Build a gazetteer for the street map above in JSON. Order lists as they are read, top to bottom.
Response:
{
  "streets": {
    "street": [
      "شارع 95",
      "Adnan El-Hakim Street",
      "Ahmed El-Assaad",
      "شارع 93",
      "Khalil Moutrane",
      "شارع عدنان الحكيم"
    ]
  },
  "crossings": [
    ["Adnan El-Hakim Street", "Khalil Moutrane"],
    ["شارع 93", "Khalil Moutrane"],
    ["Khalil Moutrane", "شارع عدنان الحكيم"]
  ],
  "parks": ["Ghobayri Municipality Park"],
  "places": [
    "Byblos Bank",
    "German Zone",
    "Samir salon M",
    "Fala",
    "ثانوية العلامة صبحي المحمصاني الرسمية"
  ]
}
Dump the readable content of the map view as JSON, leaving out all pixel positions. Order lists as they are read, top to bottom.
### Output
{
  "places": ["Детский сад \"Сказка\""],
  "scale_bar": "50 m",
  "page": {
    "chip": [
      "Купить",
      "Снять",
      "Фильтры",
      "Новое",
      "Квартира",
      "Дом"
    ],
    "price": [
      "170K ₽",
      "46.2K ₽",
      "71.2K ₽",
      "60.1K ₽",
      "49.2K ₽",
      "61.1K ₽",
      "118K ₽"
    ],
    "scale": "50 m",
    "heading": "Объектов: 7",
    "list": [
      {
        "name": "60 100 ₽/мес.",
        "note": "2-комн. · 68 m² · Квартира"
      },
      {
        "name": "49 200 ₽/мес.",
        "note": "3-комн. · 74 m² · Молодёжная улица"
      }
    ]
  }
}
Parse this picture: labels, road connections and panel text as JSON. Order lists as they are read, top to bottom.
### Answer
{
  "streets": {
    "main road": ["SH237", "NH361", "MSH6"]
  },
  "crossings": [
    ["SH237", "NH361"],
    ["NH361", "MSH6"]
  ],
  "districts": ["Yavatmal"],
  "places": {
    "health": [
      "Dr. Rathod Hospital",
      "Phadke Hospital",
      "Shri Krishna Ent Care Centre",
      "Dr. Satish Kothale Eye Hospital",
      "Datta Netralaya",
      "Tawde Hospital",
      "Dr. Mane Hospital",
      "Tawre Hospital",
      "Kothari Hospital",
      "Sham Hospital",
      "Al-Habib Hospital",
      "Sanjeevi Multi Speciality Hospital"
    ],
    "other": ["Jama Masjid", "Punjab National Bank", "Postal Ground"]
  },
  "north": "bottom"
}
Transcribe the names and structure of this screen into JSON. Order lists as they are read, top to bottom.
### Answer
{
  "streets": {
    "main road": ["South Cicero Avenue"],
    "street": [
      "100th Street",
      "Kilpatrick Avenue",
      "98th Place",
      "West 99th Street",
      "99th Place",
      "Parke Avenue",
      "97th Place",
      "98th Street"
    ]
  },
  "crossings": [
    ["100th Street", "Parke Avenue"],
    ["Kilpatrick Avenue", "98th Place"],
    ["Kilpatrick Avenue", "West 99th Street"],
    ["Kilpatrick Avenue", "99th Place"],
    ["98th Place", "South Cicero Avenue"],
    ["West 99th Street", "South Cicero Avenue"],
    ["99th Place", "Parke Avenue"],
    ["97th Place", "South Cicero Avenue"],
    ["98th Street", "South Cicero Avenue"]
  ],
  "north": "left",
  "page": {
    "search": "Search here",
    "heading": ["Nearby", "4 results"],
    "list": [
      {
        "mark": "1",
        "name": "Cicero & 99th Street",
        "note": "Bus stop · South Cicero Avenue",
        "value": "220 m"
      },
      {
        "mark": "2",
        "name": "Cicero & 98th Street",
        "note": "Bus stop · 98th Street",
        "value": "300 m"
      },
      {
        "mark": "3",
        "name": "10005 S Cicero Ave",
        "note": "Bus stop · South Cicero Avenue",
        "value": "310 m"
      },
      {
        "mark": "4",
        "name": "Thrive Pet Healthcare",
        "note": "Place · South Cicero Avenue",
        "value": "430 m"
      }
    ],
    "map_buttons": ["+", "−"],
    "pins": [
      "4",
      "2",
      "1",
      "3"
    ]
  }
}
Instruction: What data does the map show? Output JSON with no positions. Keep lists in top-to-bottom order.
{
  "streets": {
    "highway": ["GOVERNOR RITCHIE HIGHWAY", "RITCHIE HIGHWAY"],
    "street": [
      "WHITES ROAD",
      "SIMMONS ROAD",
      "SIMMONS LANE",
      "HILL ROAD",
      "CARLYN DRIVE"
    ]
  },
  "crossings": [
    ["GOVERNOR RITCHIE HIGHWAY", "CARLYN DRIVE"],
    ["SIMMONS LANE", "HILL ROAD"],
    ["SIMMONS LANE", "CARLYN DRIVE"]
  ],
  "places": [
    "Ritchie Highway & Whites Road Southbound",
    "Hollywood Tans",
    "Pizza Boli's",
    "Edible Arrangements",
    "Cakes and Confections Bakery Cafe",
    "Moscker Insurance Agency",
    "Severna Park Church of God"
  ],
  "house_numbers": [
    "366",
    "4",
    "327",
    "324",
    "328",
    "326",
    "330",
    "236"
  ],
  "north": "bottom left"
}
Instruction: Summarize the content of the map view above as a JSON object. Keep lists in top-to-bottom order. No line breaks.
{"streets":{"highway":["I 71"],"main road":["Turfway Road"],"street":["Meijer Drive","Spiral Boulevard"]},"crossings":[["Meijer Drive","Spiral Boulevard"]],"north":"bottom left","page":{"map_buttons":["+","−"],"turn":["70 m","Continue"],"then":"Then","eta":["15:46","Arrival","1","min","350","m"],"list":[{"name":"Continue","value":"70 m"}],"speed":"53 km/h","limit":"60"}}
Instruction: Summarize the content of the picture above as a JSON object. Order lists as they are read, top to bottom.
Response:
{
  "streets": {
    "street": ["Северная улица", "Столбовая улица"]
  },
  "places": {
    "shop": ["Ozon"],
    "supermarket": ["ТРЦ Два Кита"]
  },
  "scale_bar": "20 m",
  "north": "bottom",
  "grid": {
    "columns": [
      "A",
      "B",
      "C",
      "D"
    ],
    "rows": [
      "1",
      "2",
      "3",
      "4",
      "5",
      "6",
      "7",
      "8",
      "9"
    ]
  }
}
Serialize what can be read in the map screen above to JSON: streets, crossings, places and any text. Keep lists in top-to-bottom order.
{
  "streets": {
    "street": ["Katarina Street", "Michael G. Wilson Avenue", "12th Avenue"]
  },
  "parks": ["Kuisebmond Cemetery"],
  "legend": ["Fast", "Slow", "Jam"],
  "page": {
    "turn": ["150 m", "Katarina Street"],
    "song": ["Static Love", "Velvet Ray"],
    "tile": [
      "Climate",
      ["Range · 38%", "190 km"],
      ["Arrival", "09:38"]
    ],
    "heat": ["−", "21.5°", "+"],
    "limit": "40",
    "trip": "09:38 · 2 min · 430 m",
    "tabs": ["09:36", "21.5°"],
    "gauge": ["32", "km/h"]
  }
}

- THE PROBLEM -
Output the records again in full. Keep every character as written.

- ANSWER -
Build a gazetteer for the street map above in JSON. Order lists as they are read, top to bottom.
Response:
{
  "streets": {
    "street": [
      "شارع 95",
      "Adnan El-Hakim Street",
      "Ahmed El-Assaad",
      "شارع 93",
      "Khalil Moutrane",
      "شارع عدنان الحكيم"
    ]
  },
  "crossings": [
    ["Adnan El-Hakim Street", "Khalil Moutrane"],
    ["شارع 93", "Khalil Moutrane"],
    ["Khalil Moutrane", "شارع عدنان الحكيم"]
  ],
  "parks": ["Ghobayri Municipality Park"],
  "places": [
    "Byblos Bank",
    "German Zone",
    "Samir salon M",
    "Fala",
    "ثانوية العلامة صبحي المحمصاني الرسمية"
  ]
}
Dump the readable content of the map view as JSON, leaving out all pixel positions. Order lists as they are read, top to bottom.
### Output
{
  "places": ["Детский сад \"Сказка\""],
  "scale_bar": "50 m",
  "page": {
    "chip": [
      "Купить",
      "Снять",
      "Фильтры",
      "Новое",
      "Квартира",
      "Дом"
    ],
    "price": [
      "170K ₽",
      "46.2K ₽",
      "71.2K ₽",
      "60.1K ₽",
      "49.2K ₽",
      "61.1K ₽",
      "118K ₽"
    ],
    "scale": "50 m",
    "heading": "Объектов: 7",
    "list": [
      {
        "name": "60 100 ₽/мес.",
        "note": "2-комн. · 68 m² · Квартира"
      },
      {
        "name": "49 200 ₽/мес.",
        "note": "3-комн. · 74 m² · Молодёжная улица"
      }
    ]
  }
}
Parse this picture: labels, road connections and panel text as JSON. Order lists as they are read, top to bottom.
### Answer
{
  "streets": {
    "main road": ["SH237", "NH361", "MSH6"]
  },
  "crossings": [
    ["SH237", "NH361"],
    ["NH361", "MSH6"]
  ],
  "districts": ["Yavatmal"],
  "places": {
    "health": [
      "Dr. Rathod Hospital",
      "Phadke Hospital",
      "Shri Krishna Ent Care Centre",
      "Dr. Satish Kothale Eye Hospital",
      "Datta Netralaya",
      "Tawde Hospital",
      "Dr. Mane Hospital",
      "Tawre Hospital",
      "Kothari Hospital",
      "Sham Hospital",
      "Al-Habib Hospital",
      "Sanjeevi Multi Speciality Hospital"
    ],
    "other": ["Jama Masjid", "Punjab National Bank", "Postal Ground"]
  },
  "north": "bottom"
}
Transcribe the names and structure of this screen into JSON. Order lists as they are read, top to bottom.
### Answer
{
  "streets": {
    "main road": ["South Cicero Avenue"],
    "street": [
      "100th Street",
      "Kilpatrick Avenue",
      "98th Place",
      "West 99th Street",
      "99th Place",
      "Parke Avenue",
      "97th Place",
      "98th Street"
    ]
  },
  "crossings": [
    ["100th Street", "Parke Avenue"],
    ["Kilpatrick Avenue", "98th Place"],
    ["Kilpatrick Avenue", "West 99th Street"],
    ["Kilpatrick Avenue", "99th Place"],
    ["98th Place", "South Cicero Avenue"],
    ["West 99th Street", "South Cicero Avenue"],
    ["99th Place", "Parke Avenue"],
    ["97th Place", "South Cicero Avenue"],
    ["98th Street", "South Cicero Avenue"]
  ],
  "north": "left",
  "page": {
    "search": "Search here",
    "heading": ["Nearby", "4 results"],
    "list": [
      {
        "mark": "1",
        "name": "Cicero & 99th Street",
        "note": "Bus stop · South Cicero Avenue",
        "value": "220 m"
      },
      {
        "mark": "2",
        "name": "Cicero & 98th Street",
        "note": "Bus stop · 98th Street",
        "value": "300 m"
      },
      {
        "mark": "3",
        "name": "10005 S Cicero Ave",
        "note": "Bus stop · South Cicero Avenue",
        "value": "310 m"
      },
      {
        "mark": "4",
        "name": "Thrive Pet Healthcare",
        "note": "Place · South Cicero Avenue",
        "value": "430 m"
      }
    ],
    "map_buttons": ["+", "−"],
    "pins": [
      "4",
      "2",
      "1",
      "3"
    ]
  }
}
Instruction: What data does the map show? Output JSON with no positions. Keep lists in top-to-bottom order.
{
  "streets": {
    "highway": ["GOVERNOR RITCHIE HIGHWAY", "RITCHIE HIGHWAY"],
    "street": [
      "WHITES ROAD",
      "SIMMONS ROAD",
      "SIMMONS LANE",
      "HILL ROAD",
      "CARLYN DRIVE"
    ]
  },
  "crossings": [
    ["GOVERNOR RITCHIE HIGHWAY", "CARLYN DRIVE"],
    ["SIMMONS LANE", "HILL ROAD"],
    ["SIMMONS LANE", "CARLYN DRIVE"]
  ],
  "places": [
    "Ritchie Highway & Whites Road Southbound",
    "Hollywood Tans",
    "Pizza Boli's",
    "Edible Arrangements",
    "Cakes and Confections Bakery Cafe",
    "Moscker Insurance Agency",
    "Severna Park Church of God"
  ],
  "house_numbers": [
    "366",
    "4",
    "327",
    "324",
    "328",
    "326",
    "330",
    "236"
  ],
  "north": "bottom left"
}
Instruction: Summarize the content of the map view above as a JSON object. Keep lists in top-to-bottom order. No line breaks.
{"streets":{"highway":["I 71"],"main road":["Turfway Road"],"street":["Meijer Drive","Spiral Boulevard"]},"crossings":[["Meijer Drive","Spiral Boulevard"]],"north":"bottom left","page":{"map_buttons":["+","−"],"turn":["70 m","Continue"],"then":"Then","eta":["15:46","Arrival","1","min","350","m"],"list":[{"name":"Continue","value":"70 m"}],"speed":"53 km/h","limit":"60"}}
Instruction: Summarize the content of the picture above as a JSON object. Order lists as they are read, top to bottom.
Response:
{
  "streets": {
    "street": ["Северная улица", "Столбовая улица"]
  },
  "places": {
    "shop": ["Ozon"],
    "supermarket": ["ТРЦ Два Кита"]
  },
  "scale_bar": "20 m",
  "north": "bottom",
  "grid": {
    "columns": [
      "A",
      "B",
      "C",
      "D"
    ],
    "rows": [
      "1",
      "2",
      "3",
      "4",
      "5",
      "6",
      "7",
      "8",
      "9"
    ]
  }
}
Serialize what can be read in the map screen above to JSON: streets, crossings, places and any text. Keep lists in top-to-bottom order.
{
  "streets": {
    "street": ["Katarina Street", "Michael G. Wilson Avenue", "12th Avenue"]
  },
  "parks": ["Kuisebmond Cemetery"],
  "legend": ["Fast", "Slow", "Jam"],
  "page": {
    "turn": ["150 m", "Katarina Street"],
    "song": ["Static Love", "Velvet Ray"],
    "tile": [
      "Climate",
      ["Range · 38%", "190 km"],
      ["Arrival", "09:38"]
    ],
    "heat": ["−", "21.5°", "+"],
    "limit": "40",
    "trip": "09:38 · 2 min · 430 m",
    "tabs": ["09:36", "21.5°"],
    "gauge": ["32", "km/h"]
  }
}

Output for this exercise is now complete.